**What the exercise asks**
Give again, word for word, every line below from the one that has "index pip: (140, 83)" through the one that has "pinky tip: (270, 239)", both included, and no others.

**Dataset excerpts**
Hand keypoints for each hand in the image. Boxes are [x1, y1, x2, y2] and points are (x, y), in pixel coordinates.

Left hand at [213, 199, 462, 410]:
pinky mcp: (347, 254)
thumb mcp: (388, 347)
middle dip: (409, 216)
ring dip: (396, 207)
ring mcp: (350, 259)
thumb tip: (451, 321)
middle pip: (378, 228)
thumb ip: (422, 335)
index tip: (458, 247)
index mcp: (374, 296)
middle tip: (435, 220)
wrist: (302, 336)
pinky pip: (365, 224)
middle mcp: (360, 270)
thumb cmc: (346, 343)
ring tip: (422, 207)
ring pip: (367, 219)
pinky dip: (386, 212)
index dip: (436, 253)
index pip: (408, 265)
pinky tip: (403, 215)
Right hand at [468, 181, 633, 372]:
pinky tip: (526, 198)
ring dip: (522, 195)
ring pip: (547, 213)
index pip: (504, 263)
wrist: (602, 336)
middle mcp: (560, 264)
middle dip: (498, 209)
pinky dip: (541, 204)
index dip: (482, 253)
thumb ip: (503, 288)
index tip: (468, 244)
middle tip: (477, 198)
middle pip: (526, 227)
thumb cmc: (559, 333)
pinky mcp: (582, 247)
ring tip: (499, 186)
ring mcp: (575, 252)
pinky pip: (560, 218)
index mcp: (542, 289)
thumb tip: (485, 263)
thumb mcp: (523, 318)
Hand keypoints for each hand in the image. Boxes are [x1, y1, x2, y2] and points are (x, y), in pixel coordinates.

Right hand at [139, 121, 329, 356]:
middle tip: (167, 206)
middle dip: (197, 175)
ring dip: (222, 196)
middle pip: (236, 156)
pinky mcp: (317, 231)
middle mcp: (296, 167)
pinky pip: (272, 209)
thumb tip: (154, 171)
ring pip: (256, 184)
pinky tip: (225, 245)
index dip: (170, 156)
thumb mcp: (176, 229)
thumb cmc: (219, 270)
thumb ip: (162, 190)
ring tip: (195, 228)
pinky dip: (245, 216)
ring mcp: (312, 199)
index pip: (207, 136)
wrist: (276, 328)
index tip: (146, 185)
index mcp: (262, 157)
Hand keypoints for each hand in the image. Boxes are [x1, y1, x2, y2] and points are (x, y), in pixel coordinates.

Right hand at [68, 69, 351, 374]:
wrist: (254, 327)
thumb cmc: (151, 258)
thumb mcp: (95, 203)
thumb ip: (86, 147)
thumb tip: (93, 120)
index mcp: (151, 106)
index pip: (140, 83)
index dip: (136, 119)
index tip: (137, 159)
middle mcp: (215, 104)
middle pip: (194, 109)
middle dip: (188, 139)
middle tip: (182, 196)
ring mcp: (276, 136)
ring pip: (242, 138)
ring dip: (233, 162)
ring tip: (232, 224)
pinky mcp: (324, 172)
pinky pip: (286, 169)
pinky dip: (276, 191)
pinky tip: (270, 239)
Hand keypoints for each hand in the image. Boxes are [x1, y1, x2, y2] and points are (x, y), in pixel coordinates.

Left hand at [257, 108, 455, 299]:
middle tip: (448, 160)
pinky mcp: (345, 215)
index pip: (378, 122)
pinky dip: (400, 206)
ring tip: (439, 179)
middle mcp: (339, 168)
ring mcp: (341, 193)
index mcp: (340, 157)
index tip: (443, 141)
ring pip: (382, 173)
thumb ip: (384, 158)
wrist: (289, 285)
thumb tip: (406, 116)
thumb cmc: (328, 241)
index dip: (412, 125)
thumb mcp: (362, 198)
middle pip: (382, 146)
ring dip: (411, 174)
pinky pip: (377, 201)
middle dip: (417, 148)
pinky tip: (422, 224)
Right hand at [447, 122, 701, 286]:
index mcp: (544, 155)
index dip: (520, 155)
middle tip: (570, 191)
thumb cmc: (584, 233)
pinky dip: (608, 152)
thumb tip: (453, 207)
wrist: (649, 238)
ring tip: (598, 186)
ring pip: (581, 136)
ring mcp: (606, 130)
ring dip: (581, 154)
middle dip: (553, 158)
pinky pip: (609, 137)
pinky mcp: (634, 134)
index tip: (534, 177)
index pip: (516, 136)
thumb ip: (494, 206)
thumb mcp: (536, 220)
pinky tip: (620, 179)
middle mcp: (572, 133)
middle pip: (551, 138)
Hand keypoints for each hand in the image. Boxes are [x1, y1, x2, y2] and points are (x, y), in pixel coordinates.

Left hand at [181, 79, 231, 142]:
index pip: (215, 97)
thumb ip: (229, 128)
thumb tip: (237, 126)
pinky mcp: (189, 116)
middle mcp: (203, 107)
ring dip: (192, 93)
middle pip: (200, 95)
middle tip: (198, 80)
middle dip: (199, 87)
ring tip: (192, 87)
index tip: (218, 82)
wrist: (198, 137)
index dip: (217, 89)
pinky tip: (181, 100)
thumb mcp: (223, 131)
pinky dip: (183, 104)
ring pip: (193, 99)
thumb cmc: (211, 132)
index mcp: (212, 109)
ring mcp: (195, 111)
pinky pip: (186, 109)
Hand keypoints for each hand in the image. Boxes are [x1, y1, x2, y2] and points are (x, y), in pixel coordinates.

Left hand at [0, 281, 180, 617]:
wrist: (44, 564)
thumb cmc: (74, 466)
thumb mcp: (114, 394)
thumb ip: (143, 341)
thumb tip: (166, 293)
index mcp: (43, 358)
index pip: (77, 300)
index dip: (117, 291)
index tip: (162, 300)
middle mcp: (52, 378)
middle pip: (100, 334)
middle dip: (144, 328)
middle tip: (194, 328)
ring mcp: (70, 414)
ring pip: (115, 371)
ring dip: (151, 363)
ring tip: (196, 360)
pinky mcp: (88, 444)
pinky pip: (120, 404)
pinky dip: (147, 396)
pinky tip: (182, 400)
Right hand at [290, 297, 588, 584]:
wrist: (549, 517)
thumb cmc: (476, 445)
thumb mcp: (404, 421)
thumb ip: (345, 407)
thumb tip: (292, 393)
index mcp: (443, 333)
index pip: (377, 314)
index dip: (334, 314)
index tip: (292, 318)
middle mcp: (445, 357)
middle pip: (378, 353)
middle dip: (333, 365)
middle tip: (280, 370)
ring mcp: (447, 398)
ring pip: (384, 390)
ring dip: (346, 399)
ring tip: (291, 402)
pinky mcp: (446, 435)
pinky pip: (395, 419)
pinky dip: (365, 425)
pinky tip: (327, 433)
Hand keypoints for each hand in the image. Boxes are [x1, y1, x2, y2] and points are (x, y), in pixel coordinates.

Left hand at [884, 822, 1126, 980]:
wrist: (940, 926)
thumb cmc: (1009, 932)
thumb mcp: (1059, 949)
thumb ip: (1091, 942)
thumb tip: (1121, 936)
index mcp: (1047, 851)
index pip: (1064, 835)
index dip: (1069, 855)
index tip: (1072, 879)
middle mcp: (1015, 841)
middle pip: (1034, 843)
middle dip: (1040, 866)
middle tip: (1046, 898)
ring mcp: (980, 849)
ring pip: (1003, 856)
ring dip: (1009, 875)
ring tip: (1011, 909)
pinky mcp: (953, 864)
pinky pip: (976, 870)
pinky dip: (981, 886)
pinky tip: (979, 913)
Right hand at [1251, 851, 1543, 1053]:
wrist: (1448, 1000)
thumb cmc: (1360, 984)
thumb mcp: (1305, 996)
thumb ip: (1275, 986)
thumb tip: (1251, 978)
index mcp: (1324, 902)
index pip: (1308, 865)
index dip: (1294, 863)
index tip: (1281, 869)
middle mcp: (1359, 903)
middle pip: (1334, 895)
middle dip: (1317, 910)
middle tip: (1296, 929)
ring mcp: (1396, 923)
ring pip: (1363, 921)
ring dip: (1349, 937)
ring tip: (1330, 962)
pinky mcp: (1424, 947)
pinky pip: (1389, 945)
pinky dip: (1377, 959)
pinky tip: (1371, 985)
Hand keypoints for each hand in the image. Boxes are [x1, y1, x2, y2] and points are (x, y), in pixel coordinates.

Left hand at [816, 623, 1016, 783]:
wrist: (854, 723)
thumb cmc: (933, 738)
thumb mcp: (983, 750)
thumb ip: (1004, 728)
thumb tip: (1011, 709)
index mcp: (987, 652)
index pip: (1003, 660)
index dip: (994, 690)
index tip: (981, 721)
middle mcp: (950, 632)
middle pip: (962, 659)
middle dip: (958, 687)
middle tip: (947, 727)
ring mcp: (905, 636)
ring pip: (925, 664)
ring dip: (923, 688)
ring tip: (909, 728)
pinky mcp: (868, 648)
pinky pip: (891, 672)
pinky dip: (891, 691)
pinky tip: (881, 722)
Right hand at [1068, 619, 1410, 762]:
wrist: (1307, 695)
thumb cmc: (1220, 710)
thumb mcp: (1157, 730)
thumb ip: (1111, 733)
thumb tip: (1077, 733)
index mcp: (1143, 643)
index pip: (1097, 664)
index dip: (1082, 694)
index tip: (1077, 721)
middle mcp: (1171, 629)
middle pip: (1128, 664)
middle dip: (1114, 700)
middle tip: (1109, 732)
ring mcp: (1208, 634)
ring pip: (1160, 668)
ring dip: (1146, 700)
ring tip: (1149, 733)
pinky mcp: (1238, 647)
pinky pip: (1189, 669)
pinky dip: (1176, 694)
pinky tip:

**Output of the task**
index pip: (140, 83)
index dip: (136, 119)
index tip: (137, 159)
middle mcp: (215, 104)
middle pip: (194, 109)
middle dip: (188, 139)
middle tip: (182, 196)
ring mcp: (276, 136)
ring pip: (242, 138)
ring dip: (233, 162)
ring tip: (232, 224)
pinky mcp: (324, 172)
pinky pip: (286, 169)
pinky dip: (276, 191)
pinky tip: (270, 239)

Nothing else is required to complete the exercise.